Não é bonito enfrentar a força das ondas dos outros. Sabe aquela velha história de “remar contra a maré”? É cansativo, chato, às vezes, triste. Contudo, quando você dá o primeiro passo nesse percurso, quando começa a perceber que aguenta a pressão das opiniões dos outros, que consegue nadar e buscar fôlego para mais e mais investidas, esse processo se torna irreversível. De pouco a pouco, você começa a notar que aquilo que muitos chamam pejorativamente de solidão, esquisitice, na verdade, é o vigor da solitude, a capacidade de ser inteiro; de viver bem consigo mesmo.
Foi munido pela certeza desse sentimento que um dia parei para de fato escutar a música “Comentário a Respeito de John”, de Belchior, e um verso logo chamou minha atenção:
Não preciso que me digam
De que lado nasce o sol
Porque bate lá meu coração
Creio que um dos momentos mais decisivos da minha vida foi quando desisti de cursar Direito para mergulhar no Jornalismo. Aos dezenove anos, já no terceiro período de Direito, envolto pela expectativa de cursar uma graduação “garantidora de futuro” e que “abre um leque de oportunidades”, algo mudou. Eu, até então um garoto submisso, sobrevivente do bullying, dado a fazer sempre o que era esperado de mim, tomei a coragem de escutar as batidas do meu coração e me virar para onde nasce o meu sol.

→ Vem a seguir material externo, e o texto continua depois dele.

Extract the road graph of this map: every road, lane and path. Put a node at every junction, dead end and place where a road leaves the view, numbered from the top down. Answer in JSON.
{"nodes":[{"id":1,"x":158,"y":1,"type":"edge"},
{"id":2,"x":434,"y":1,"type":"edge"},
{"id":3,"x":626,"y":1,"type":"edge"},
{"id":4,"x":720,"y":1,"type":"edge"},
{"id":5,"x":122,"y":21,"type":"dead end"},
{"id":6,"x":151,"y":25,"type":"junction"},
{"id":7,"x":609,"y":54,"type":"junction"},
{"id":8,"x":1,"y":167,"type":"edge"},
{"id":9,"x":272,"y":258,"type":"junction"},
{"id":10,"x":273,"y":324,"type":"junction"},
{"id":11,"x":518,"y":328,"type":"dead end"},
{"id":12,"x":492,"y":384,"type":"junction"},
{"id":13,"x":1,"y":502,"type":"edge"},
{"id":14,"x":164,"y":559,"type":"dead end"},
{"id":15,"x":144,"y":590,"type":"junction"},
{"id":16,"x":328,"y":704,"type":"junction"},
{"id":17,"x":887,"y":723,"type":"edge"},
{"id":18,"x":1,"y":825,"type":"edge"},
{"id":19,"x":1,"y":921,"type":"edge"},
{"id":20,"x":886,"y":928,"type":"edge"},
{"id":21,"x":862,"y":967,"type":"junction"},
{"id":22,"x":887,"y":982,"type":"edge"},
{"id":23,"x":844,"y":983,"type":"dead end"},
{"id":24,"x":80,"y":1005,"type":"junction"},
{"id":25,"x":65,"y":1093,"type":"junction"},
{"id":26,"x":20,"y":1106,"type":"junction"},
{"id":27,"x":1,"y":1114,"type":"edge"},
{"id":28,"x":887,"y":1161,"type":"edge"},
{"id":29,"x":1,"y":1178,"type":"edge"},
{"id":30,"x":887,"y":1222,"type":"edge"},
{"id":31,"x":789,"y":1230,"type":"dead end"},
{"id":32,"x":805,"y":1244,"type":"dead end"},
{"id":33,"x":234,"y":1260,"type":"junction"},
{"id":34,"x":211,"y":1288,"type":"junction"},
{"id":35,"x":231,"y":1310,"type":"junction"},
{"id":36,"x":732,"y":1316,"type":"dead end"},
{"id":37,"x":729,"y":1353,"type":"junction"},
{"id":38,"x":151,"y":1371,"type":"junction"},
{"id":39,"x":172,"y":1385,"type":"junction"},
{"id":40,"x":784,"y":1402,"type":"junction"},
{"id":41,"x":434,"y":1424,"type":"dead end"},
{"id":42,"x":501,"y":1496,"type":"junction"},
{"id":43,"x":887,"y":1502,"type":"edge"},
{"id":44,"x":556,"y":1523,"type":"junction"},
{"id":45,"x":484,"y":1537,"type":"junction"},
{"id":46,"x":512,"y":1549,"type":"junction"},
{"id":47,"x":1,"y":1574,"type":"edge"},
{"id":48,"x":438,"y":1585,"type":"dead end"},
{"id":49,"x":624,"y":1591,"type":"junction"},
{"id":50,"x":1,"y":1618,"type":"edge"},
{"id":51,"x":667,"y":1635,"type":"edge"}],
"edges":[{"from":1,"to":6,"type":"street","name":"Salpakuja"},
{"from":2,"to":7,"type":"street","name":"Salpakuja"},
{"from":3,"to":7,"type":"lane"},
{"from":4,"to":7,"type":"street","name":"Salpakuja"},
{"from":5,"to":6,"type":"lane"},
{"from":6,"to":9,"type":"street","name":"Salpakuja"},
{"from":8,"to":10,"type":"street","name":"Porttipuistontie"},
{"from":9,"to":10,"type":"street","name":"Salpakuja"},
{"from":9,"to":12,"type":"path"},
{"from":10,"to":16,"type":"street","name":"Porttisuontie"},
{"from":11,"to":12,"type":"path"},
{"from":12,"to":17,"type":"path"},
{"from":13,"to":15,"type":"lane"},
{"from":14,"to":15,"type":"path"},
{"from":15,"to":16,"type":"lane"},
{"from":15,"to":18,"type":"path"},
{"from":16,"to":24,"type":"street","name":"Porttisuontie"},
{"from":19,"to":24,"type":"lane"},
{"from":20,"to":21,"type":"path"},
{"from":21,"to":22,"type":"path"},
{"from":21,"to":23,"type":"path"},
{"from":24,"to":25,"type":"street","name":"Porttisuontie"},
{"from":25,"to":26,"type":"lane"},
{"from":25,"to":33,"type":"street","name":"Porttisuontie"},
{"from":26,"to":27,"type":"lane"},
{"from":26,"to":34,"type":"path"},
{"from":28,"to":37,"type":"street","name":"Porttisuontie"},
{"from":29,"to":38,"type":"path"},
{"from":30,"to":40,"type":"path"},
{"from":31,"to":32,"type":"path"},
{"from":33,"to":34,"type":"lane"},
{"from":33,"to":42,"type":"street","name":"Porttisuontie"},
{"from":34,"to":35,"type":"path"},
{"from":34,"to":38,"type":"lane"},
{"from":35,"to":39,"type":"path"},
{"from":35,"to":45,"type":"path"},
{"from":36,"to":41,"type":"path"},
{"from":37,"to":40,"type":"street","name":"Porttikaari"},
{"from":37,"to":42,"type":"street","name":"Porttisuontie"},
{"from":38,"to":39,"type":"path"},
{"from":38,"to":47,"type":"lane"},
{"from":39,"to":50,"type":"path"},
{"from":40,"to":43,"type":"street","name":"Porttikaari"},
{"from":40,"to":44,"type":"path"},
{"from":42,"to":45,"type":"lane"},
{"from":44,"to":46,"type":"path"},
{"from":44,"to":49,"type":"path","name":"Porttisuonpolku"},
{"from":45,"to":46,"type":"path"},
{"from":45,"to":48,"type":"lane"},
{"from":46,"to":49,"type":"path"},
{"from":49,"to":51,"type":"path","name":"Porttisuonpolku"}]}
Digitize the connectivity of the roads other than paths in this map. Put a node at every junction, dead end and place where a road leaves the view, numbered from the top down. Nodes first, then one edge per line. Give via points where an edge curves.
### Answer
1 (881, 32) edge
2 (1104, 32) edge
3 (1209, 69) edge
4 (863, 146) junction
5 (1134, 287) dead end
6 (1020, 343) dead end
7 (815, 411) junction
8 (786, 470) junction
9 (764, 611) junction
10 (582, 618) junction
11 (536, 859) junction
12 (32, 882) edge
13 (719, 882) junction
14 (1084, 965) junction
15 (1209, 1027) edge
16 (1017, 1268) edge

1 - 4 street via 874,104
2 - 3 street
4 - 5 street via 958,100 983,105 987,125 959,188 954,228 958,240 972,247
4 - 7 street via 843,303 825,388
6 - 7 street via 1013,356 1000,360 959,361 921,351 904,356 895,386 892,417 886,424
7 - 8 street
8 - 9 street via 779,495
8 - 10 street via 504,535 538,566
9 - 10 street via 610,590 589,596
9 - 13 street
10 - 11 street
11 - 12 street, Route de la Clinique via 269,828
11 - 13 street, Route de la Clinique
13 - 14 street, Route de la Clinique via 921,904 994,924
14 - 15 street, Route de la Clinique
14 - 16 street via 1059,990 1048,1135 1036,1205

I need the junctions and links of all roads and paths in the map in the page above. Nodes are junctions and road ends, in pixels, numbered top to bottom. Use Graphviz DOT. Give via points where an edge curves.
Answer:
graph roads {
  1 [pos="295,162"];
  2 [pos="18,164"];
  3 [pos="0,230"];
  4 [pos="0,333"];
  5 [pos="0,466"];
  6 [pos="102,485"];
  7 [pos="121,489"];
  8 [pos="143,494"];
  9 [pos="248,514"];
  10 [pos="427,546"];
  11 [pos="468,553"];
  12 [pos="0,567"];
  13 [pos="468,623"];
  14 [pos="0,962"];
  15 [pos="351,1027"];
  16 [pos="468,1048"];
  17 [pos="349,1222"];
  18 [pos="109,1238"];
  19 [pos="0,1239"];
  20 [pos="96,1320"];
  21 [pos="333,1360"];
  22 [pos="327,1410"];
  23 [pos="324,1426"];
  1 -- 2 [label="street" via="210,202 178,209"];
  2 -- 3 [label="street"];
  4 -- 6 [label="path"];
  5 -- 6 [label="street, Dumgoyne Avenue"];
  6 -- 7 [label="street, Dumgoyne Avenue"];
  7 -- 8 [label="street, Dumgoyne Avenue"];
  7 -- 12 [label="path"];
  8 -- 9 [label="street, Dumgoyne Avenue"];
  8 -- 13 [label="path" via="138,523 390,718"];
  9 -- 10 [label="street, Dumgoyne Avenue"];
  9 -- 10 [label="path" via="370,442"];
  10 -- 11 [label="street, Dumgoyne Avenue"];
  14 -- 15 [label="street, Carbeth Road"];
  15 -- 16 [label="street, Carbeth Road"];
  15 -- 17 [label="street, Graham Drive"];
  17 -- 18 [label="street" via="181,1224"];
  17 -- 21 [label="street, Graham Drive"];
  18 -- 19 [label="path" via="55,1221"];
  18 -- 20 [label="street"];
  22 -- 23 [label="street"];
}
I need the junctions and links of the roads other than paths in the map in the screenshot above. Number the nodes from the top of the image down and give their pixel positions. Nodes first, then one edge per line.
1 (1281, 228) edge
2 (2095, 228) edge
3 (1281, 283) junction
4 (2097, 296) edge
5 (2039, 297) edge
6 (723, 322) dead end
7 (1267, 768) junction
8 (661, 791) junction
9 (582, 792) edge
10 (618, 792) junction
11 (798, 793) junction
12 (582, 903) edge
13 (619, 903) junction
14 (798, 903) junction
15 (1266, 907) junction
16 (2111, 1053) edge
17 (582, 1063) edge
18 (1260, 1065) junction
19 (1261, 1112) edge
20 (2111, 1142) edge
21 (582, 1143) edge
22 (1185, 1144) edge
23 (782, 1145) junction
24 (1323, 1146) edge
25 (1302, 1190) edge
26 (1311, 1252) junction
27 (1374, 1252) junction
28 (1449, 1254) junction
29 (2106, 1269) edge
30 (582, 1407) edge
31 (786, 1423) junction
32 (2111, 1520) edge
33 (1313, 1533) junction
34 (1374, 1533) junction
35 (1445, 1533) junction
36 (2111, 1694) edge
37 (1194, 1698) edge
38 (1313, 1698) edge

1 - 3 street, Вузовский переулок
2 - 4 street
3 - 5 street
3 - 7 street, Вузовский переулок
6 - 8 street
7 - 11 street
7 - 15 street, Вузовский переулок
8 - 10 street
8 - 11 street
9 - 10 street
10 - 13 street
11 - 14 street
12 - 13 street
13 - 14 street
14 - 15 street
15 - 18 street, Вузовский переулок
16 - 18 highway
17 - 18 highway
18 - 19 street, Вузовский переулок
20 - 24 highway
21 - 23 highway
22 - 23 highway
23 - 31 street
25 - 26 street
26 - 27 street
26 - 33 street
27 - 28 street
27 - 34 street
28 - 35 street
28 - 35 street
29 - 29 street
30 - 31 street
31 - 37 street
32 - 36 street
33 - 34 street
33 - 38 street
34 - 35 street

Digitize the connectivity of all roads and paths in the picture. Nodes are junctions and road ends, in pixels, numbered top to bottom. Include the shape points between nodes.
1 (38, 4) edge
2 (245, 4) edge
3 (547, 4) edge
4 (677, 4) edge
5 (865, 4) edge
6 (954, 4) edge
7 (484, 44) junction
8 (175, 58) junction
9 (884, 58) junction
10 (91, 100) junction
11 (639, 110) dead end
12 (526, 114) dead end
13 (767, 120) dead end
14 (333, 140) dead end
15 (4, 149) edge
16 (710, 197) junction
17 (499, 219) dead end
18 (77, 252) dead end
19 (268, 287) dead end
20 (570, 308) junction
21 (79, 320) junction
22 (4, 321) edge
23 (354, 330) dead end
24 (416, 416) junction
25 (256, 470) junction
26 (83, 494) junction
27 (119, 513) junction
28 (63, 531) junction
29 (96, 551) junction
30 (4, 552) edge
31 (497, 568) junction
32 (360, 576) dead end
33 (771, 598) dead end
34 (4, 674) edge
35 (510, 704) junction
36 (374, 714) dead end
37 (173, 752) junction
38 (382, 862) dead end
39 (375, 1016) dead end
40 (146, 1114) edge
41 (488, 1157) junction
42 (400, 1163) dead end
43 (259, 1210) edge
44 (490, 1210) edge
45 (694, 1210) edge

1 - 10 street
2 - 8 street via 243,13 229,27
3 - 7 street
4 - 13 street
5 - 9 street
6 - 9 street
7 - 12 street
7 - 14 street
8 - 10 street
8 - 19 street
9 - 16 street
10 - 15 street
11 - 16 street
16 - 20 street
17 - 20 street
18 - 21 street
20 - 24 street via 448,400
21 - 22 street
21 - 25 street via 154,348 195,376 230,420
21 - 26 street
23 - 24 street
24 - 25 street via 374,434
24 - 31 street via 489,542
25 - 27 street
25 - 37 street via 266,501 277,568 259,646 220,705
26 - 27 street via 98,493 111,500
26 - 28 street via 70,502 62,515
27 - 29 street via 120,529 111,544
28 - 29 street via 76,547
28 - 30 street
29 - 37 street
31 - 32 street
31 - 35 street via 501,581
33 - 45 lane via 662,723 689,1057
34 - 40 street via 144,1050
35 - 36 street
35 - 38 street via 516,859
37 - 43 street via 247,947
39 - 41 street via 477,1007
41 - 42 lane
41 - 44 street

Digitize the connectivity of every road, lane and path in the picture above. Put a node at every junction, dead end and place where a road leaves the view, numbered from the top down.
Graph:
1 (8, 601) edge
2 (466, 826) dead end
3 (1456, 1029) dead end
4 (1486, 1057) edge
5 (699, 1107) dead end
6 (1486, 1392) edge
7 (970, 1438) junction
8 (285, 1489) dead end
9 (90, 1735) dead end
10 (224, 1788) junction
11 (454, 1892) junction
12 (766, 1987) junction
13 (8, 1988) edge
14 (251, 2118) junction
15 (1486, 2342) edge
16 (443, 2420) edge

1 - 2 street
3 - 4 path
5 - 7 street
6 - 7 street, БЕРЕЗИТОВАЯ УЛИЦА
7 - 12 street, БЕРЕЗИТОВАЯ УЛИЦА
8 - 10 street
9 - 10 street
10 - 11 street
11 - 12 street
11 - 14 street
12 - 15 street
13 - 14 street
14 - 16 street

Conscientemente, ali foi a primeira vez que decidi tomar as rédeas da situação e virar meu barco para onde eu queria.
Olha, eu odiava aquela turma de Direito. Havia um ego, uma sensação quase generalizada de “sou superior”, que me arrepiava. Acredito que minha índole foi desafiada e solidificada ali. Quando, no primeiro dia de aula, uma menina, filha de um desembargador, chegou de tailleur e de notebook, fazendo questão de dizer frases como “meu pai aponta que tal lei é incongruente”, eu soube que estava no lugar errado. Pena que demorei tanto a explodir.
Quando você passa muitos anos de cabeça abaixada, amedrontado, condicionado pelo bullying a encarar todas as pessoas como se fossem potenciais ameaças, a ver qualquer elogio como escárnio, é complicado ter um rompante de mudança. O fardo, que para alguns pode pesar uns 100 kg, para mim parecia pesar 10 toneladas. Mas vou te dizer: um gole de coragem, uma simples gota, inebria, energiza, impulsiona.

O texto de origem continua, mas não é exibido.